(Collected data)
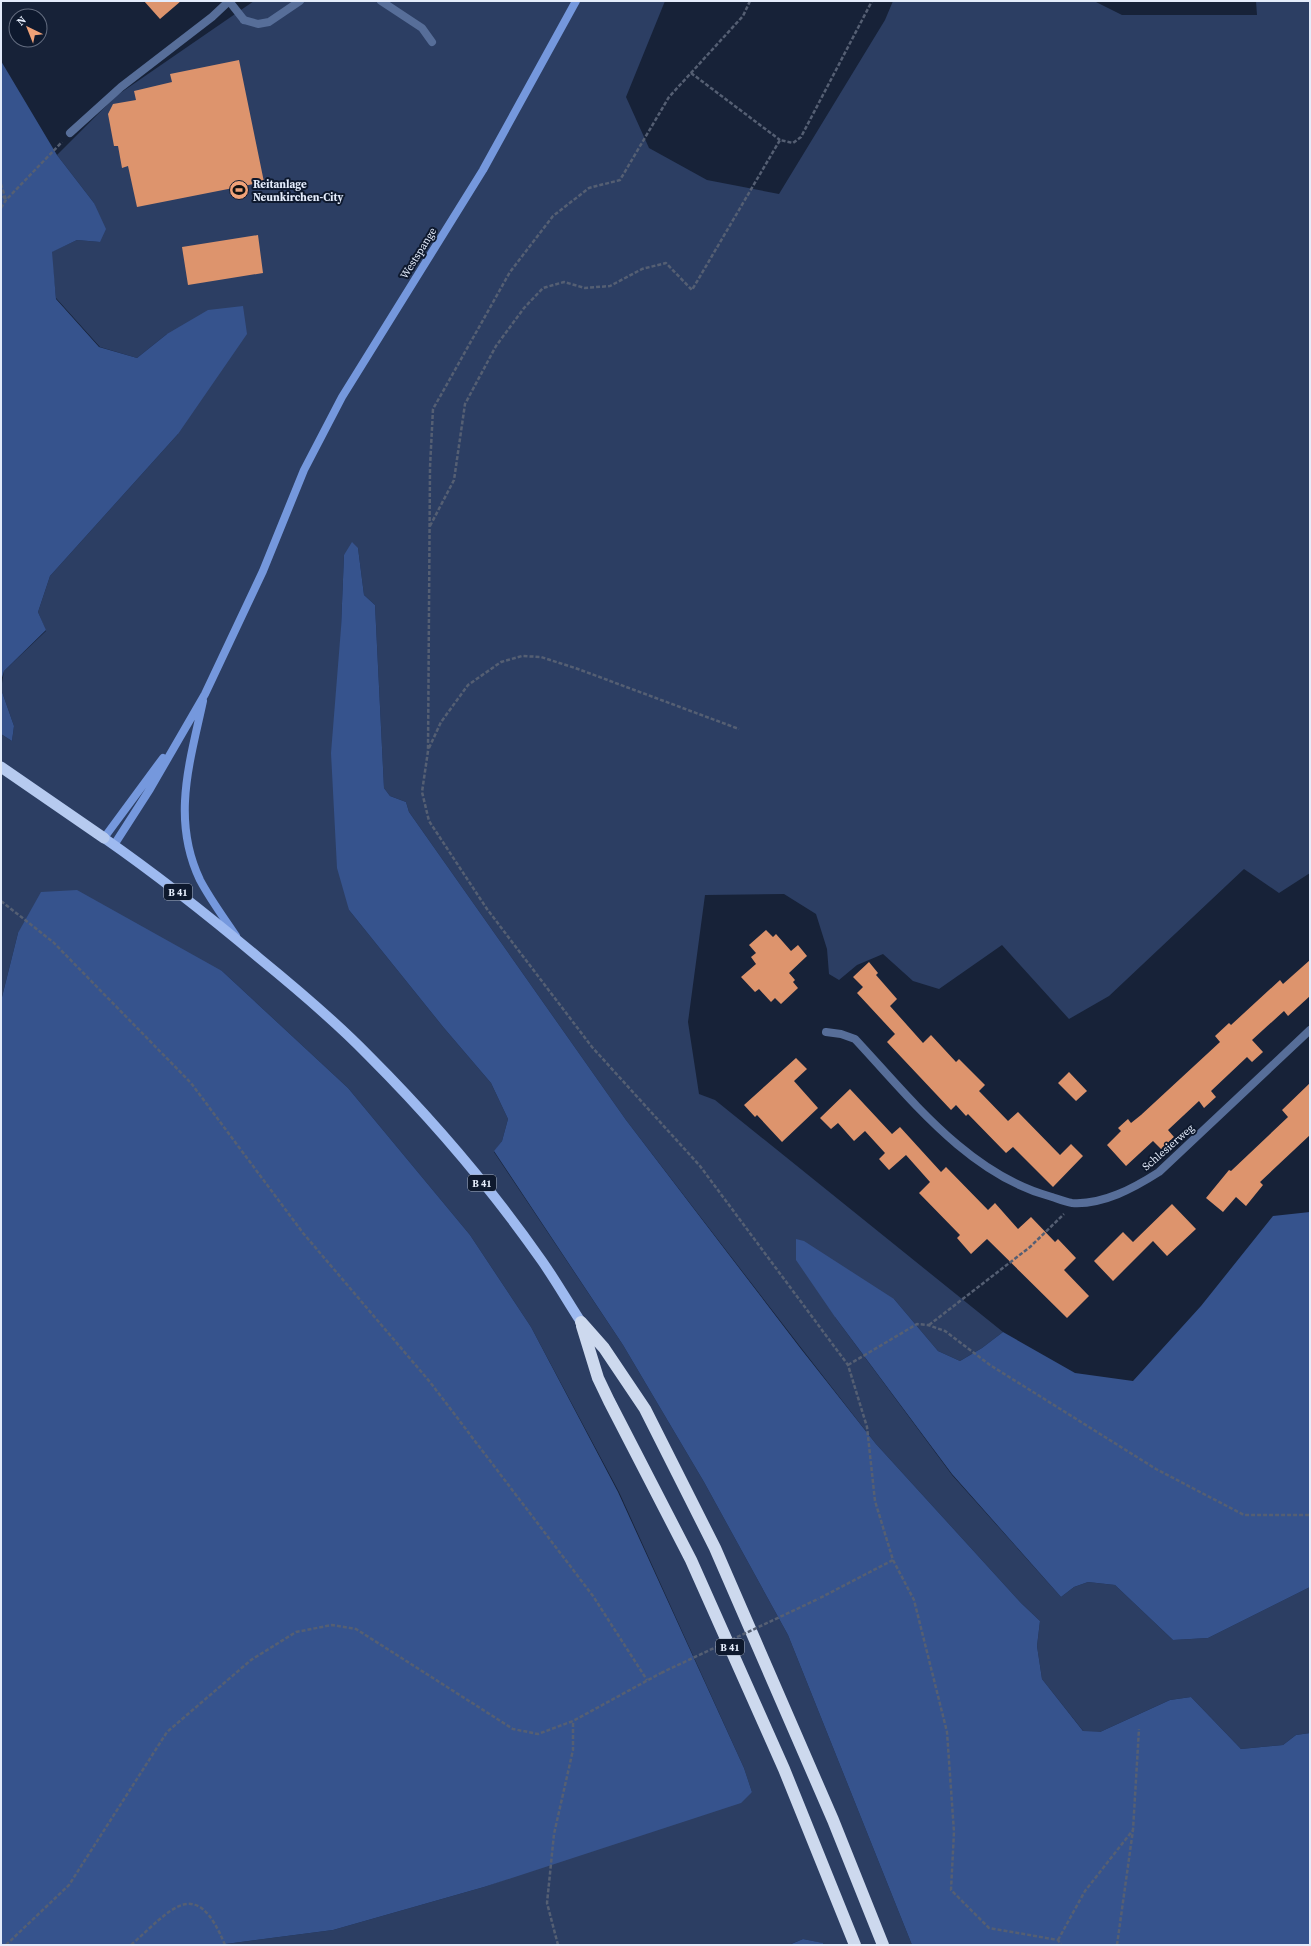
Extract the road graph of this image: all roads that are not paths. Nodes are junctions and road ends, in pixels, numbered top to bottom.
1 (229, 1) edge
2 (300, 1) edge
3 (381, 1) edge
4 (576, 1) edge
5 (432, 42) dead end
6 (70, 133) road end
7 (205, 694) junction
8 (179, 737) junction
9 (1, 767) edge
10 (104, 838) junction
11 (114, 845) junction
12 (240, 942) junction
13 (1310, 1030) edge
14 (826, 1032) dead end
15 (581, 1322) junction
16 (855, 1945) edge
17 (883, 1945) edge

1 - 2 street
1 - 6 street
3 - 5 street
4 - 7 main road, Westspange
7 - 8 main road
7 - 12 main road
8 - 10 main road
8 - 11 main road
9 - 10 highway, B 41
10 - 11 main road, B 41
11 - 12 main road, B 41
12 - 15 main road, B 41
13 - 14 street, Schlesierweg
15 - 16 highway, B 41
15 - 17 highway, B 41

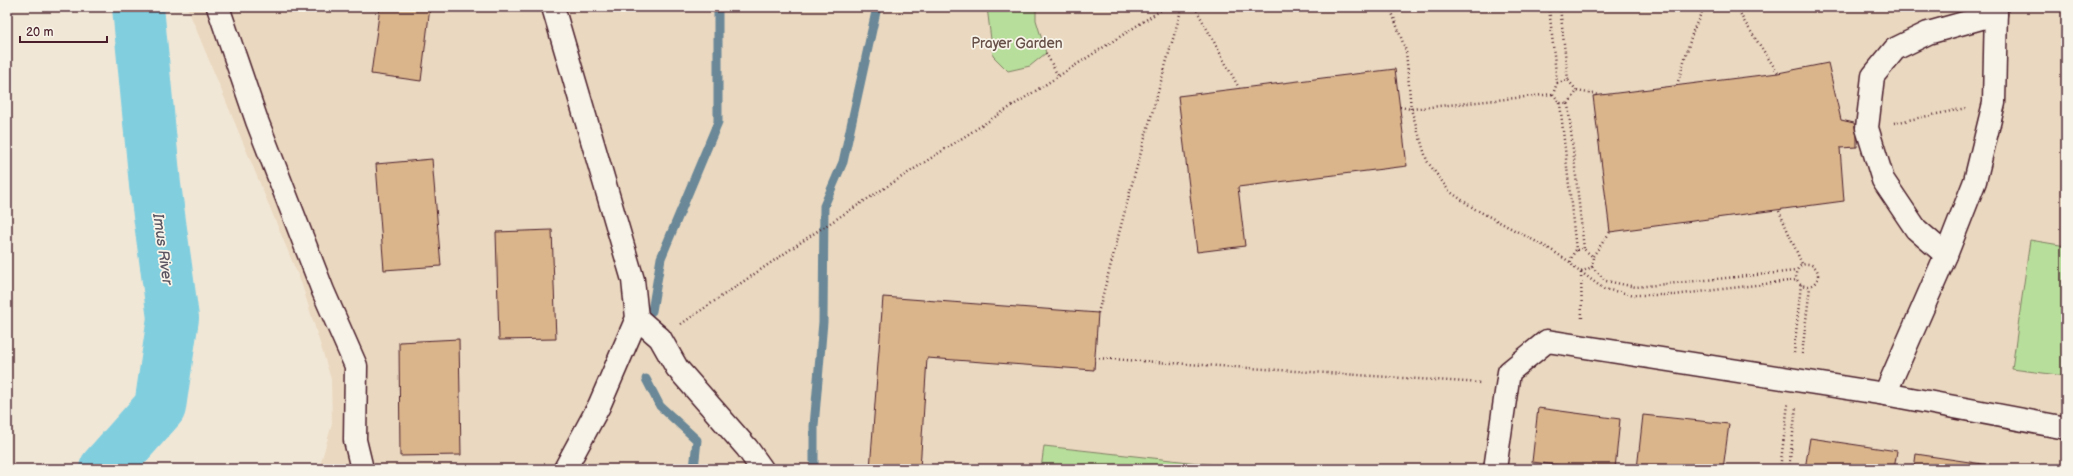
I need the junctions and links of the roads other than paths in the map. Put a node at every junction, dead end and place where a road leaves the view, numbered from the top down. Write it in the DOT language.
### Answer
graph roads {
  1 [pos="218,7"];
  2 [pos="553,7"];
  3 [pos="1996,10"];
  4 [pos="1946,255"];
  5 [pos="637,318"];
  6 [pos="1885,394"];
  7 [pos="2066,428"];
  8 [pos="362,469"];
  9 [pos="565,469"];
  10 [pos="762,469"];
  11 [pos="1495,469"];
  1 -- 8 [label="street"];
  2 -- 5 [label="street"];
  3 -- 4 [label="street"];
  3 -- 4 [label="street"];
  4 -- 6 [label="street"];
  5 -- 9 [label="street"];
  5 -- 10 [label="street"];
  6 -- 7 [label="street"];
  6 -- 11 [label="street"];
}
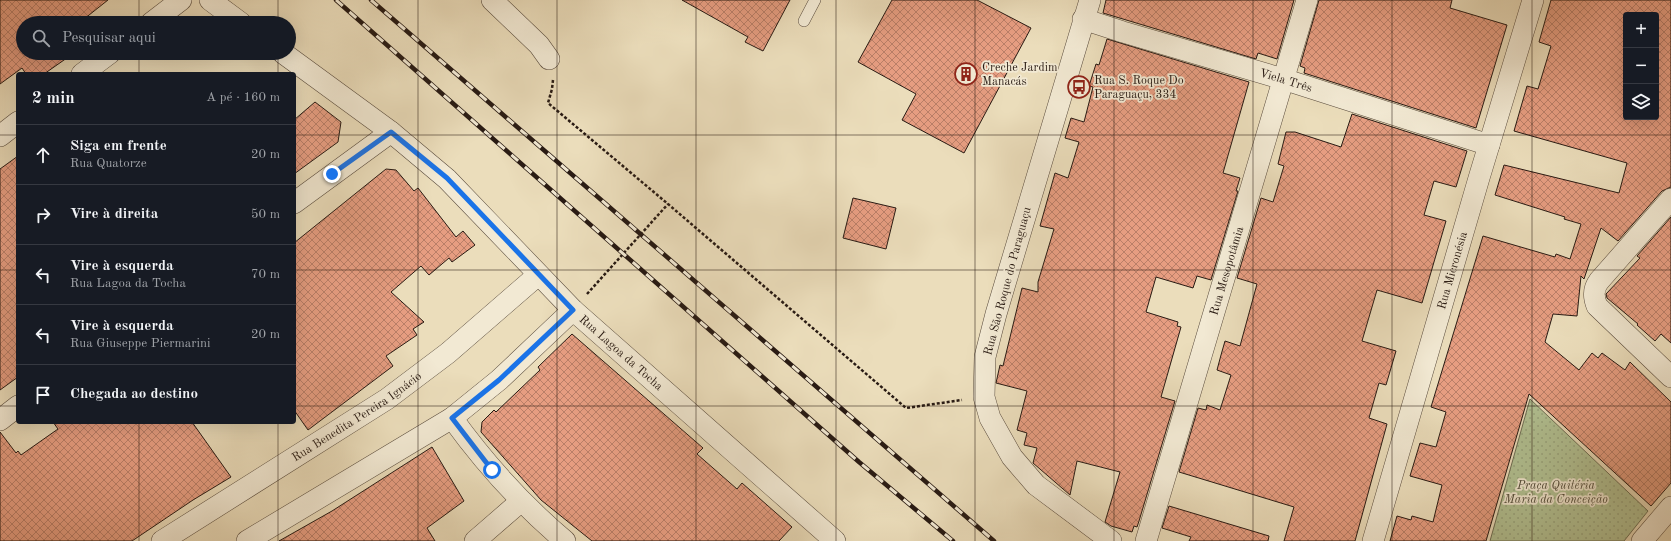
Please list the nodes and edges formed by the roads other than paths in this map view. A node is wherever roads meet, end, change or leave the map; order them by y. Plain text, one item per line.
1 (181, 0) edge
2 (210, 0) edge
3 (492, 0) edge
4 (815, 0) edge
5 (1307, 0) edge
6 (1533, 0) edge
7 (1086, 9) edge
8 (159, 16) edge
9 (232, 16) edge
10 (804, 21) dead end
11 (549, 59) dead end
12 (101, 60) edge
13 (293, 60) edge
14 (85, 72) edge
15 (1283, 79) junction
16 (16, 124) edge
17 (391, 132) junction
18 (0, 136) edge
19 (1489, 145) junction
20 (1671, 199) edge
21 (296, 202) edge
22 (538, 275) junction
23 (573, 310) junction
24 (1671, 377) edge
25 (16, 408) edge
26 (452, 418) junction
27 (0, 420) edge
28 (520, 502) junction
29 (1671, 507) edge
30 (162, 541) edge
31 (246, 541) edge
32 (475, 541) edge
33 (565, 541) edge
34 (835, 541) edge
35 (1111, 541) edge
36 (1146, 541) edge
37 (1373, 541) edge
38 (1642, 541) edge

1 - 8 street
2 - 9 street
3 - 11 street
4 - 10 lane
5 - 15 street, Rua Mesopotâmia
6 - 19 street, Rua Micronésia
7 - 15 street, Viela Três
7 - 35 street, Rua São Roque do Paraguaçu
12 - 14 street
13 - 17 street, Rua Lagoa da Tocha
15 - 19 street, Viela Três
15 - 36 street, Rua Mesopotâmia
16 - 18 street
17 - 21 street
17 - 22 street, Rua Lagoa da Tocha
19 - 37 street, Rua Micronésia
20 - 24 street
22 - 23 street, Rua Lagoa da Tocha
22 - 30 street, Rua Benedita Pereira Ignácio
23 - 26 street
23 - 34 street, Rua Lagoa da Tocha
25 - 27 street
26 - 28 street
26 - 31 street
28 - 32 street
28 - 33 street
29 - 38 street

**WORK TO COMPLETE**:
Only the text of the records is to be reproduced exactly; skip the pictures.

**RESPONSE FOR THIS EXERCISE**:
Extract the road graph of this image: all roads that are not paths. Nodes are junctions and road ends, in pixels, numbered top to bottom.
1 (229, 1) edge
2 (300, 1) edge
3 (381, 1) edge
4 (576, 1) edge
5 (432, 42) dead end
6 (70, 133) road end
7 (205, 694) junction
8 (179, 737) junction
9 (1, 767) edge
10 (104, 838) junction
11 (114, 845) junction
12 (240, 942) junction
13 (1310, 1030) edge
14 (826, 1032) dead end
15 (581, 1322) junction
16 (855, 1945) edge
17 (883, 1945) edge

1 - 2 street
1 - 6 street
3 - 5 street
4 - 7 main road, Westspange
7 - 8 main road
7 - 12 main road
8 - 10 main road
8 - 11 main road
9 - 10 highway, B 41
10 - 11 main road, B 41
11 - 12 main road, B 41
12 - 15 main road, B 41
13 - 14 street, Schlesierweg
15 - 16 highway, B 41
15 - 17 highway, B 41

I need the junctions and links of the roads other than paths in the map. Put a node at every junction, dead end and place where a road leaves the view, numbered from the top down. Write it in the DOT language.
### Answer
graph roads {
  1 [pos="218,7"];
  2 [pos="553,7"];
  3 [pos="1996,10"];
  4 [pos="1946,255"];
  5 [pos="637,318"];
  6 [pos="1885,394"];
  7 [pos="2066,428"];
  8 [pos="362,469"];
  9 [pos="565,469"];
  10 [pos="762,469"];
  11 [pos="1495,469"];
  1 -- 8 [label="street"];
  2 -- 5 [label="street"];
  3 -- 4 [label="street"];
  3 -- 4 [label="street"];
  4 -- 6 [label="street"];
  5 -- 9 [label="street"];
  5 -- 10 [label="street"];
  6 -- 7 [label="street"];
  6 -- 11 [label="street"];
}
Please list the nodes and edges formed by the roads other than paths in this map view. A node is wherever roads meet, end, change or leave the map; order them by y. Plain text, one item per line.
1 (181, 0) edge
2 (210, 0) edge
3 (492, 0) edge
4 (815, 0) edge
5 (1307, 0) edge
6 (1533, 0) edge
7 (1086, 9) edge
8 (159, 16) edge
9 (232, 16) edge
10 (804, 21) dead end
11 (549, 59) dead end
12 (101, 60) edge
13 (293, 60) edge
14 (85, 72) edge
15 (1283, 79) junction
16 (16, 124) edge
17 (391, 132) junction
18 (0, 136) edge
19 (1489, 145) junction
20 (1671, 199) edge
21 (296, 202) edge
22 (538, 275) junction
23 (573, 310) junction
24 (1671, 377) edge
25 (16, 408) edge
26 (452, 418) junction
27 (0, 420) edge
28 (520, 502) junction
29 (1671, 507) edge
30 (162, 541) edge
31 (246, 541) edge
32 (475, 541) edge
33 (565, 541) edge
34 (835, 541) edge
35 (1111, 541) edge
36 (1146, 541) edge
37 (1373, 541) edge
38 (1642, 541) edge

1 - 8 street
2 - 9 street
3 - 11 street
4 - 10 lane
5 - 15 street, Rua Mesopotâmia
6 - 19 street, Rua Micronésia
7 - 15 street, Viela Três
7 - 35 street, Rua São Roque do Paraguaçu
12 - 14 street
13 - 17 street, Rua Lagoa da Tocha
15 - 19 street, Viela Três
15 - 36 street, Rua Mesopotâmia
16 - 18 street
17 - 21 street
17 - 22 street, Rua Lagoa da Tocha
19 - 37 street, Rua Micronésia
20 - 24 street
22 - 23 street, Rua Lagoa da Tocha
22 - 30 street, Rua Benedita Pereira Ignácio
23 - 26 street
23 - 34 street, Rua Lagoa da Tocha
25 - 27 street
26 - 28 street
26 - 31 street
28 - 32 street
28 - 33 street
29 - 38 street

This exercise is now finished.